One day on her way to a conference on medicinal roots, Burdy stops in a store—and is shot. As Burdy lies gravely wounded in a hospital, her fight for life is sustained in no small measure by her conviction that she must now tell Rain about his father and give him the letters.

What Burdy knows about Zeb, and why she never told Rain that Zeb had not died on the beach at Normandy, is slowly revealed in a flashback sequence in which Burdy is a much younger woman when she received her first letter from Zeb. Before the letter, Burdy also believed Zeb to be a casualty of war. But his first letter reveals that he is living in France—though the correspondence reveals little else about him. This young Burdy has never traveled further from home than Bristol, Tennessee, yet she sets out to confront Zeb in France. Crossing the ocean, Burdy is befriended by a sophisticated couple who take her under their wings and help her on her way to finding Zeb.

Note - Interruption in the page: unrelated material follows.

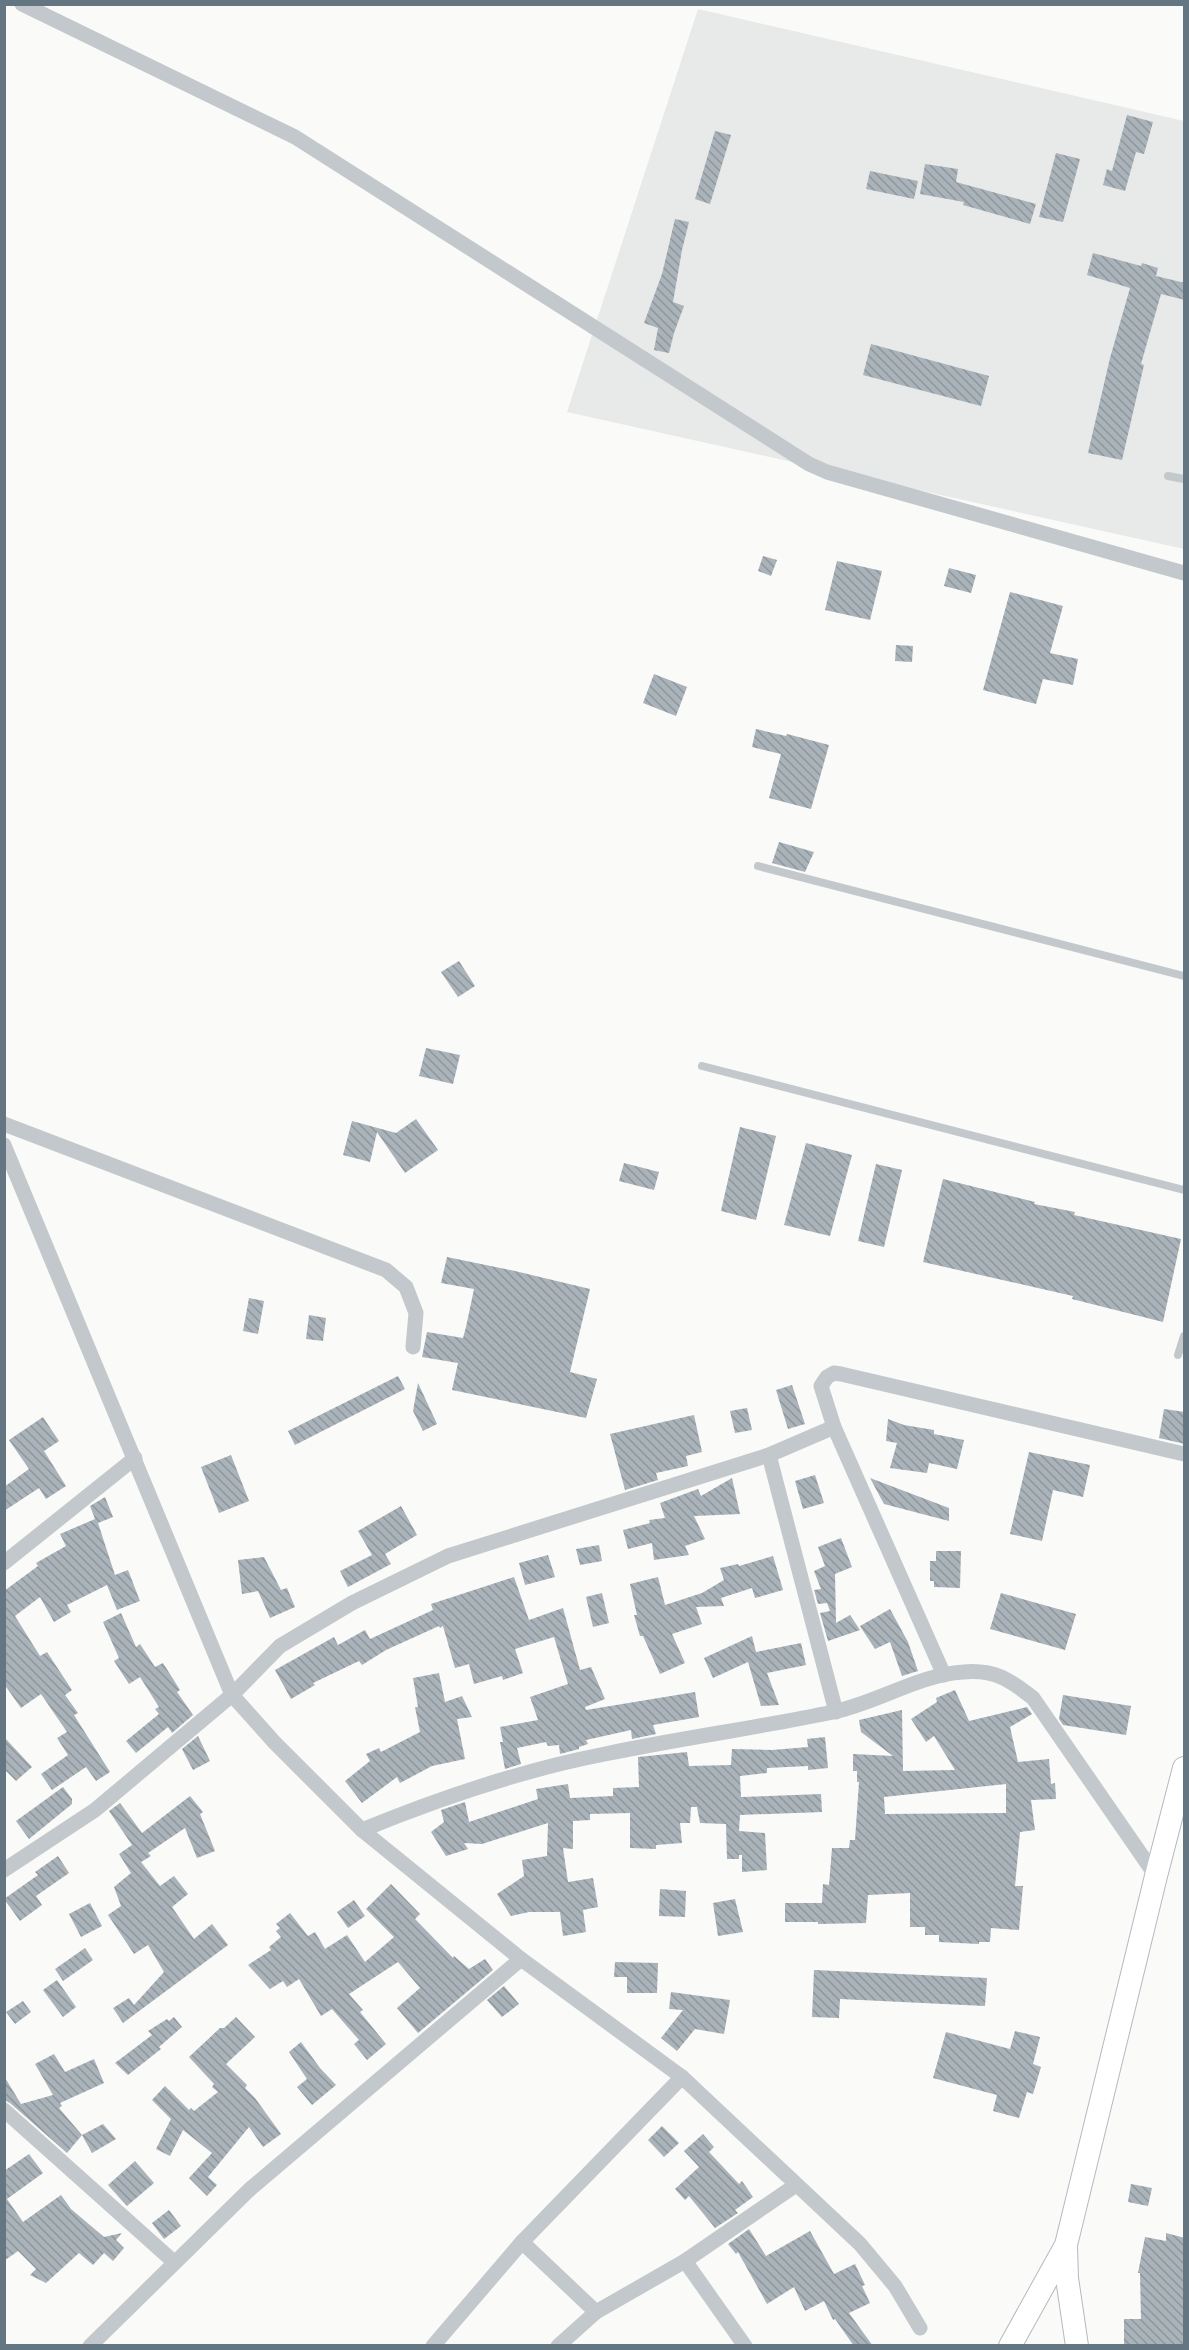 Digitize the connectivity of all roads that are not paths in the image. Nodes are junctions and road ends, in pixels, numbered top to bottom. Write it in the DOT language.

Though Burdy is the primary voice in the story (both in contemporary time and during the flashback sequence), several of the chapters are written from Zeb’s point of view. Here, Zacharias is perhaps at her finest as a writer of great compassion and understanding. Consider the simplicity and impact of this passage:

In the courtyard of Cathédrale Notre-Dame de Bayeux, Zeb sat hunched over, elbows to knees, cupping his left hand to catch the falling ashes from the cigarette he pinched between thumb and forefinger. … From the tree above them, another merle sang. When he first came to Bayeux, Zeb liked the stuttered cluck-and-trill of these black robins, but over time, the noise had come to annoy the hell out of him. The least bit of cheerfulness pissed Zeb off. Whenever he found himself in the presence of anyone happy, he walked away, afraid of what might happen if he didn’t.

Zeb, a soldier who landed on the beach on D-Day, has nearly been destroyed by his wartime experiences and their lingering memories. In the flashback sequences, Burdy does not know or use the term posttraumatic stress disorder. But Zeb suffers from this affliction, blaming himself unmercifully for the death of another soldier. Through the kindness of a Catholic priest and others in the French village, however, Zeb has fashioned a simple kind of life which he can tolerate—a life Burdy invades with her visit in the flashback sequences.

At its heart, Burdy is a story of kith and kin—the family one is born into and the family one creates in life. It is also, like Zacharaias’s debut memoir, After the Flag is Folded, the subtlest of anti-war books. Gentle, understated, heartfelt, and without arguments or politics, both the memoir and Burdy show in devastating clarity the damage war does not only to the soldiers who fight but also to the families of those soldiers.

Zacharias knows well and firsthand about the damage war does to families. Her father was killed in action in Vietnam, something she writes about with poignancy in After the Flag is Folded, which was first published as Hero Mama (William Morrow 2005).

A Georgia native, Zacharias now lives in Oregon, where among her many other activities she teaches English to high school students. She has received the Weatherford Award for Best in Appalachian Fiction and been named a finalist for the Crook’s Corner Book Prize. Her work has been featured on CNN as well as National Public Radio. Zacharias serves on a national advisory board for the Vietnam Women’s Memorial Foundation and the Vietnam Wall Memorial Foundation Education Center.

Like all of Zacharias’s books—fiction and nonfiction—Burdy is a gem, well worth owning and reading. From her memoir, After the Flag is Folded, to Mother of Rain and now Burdy, flows a continuity of place and people Karen Spears Zacharias clearly cherishes.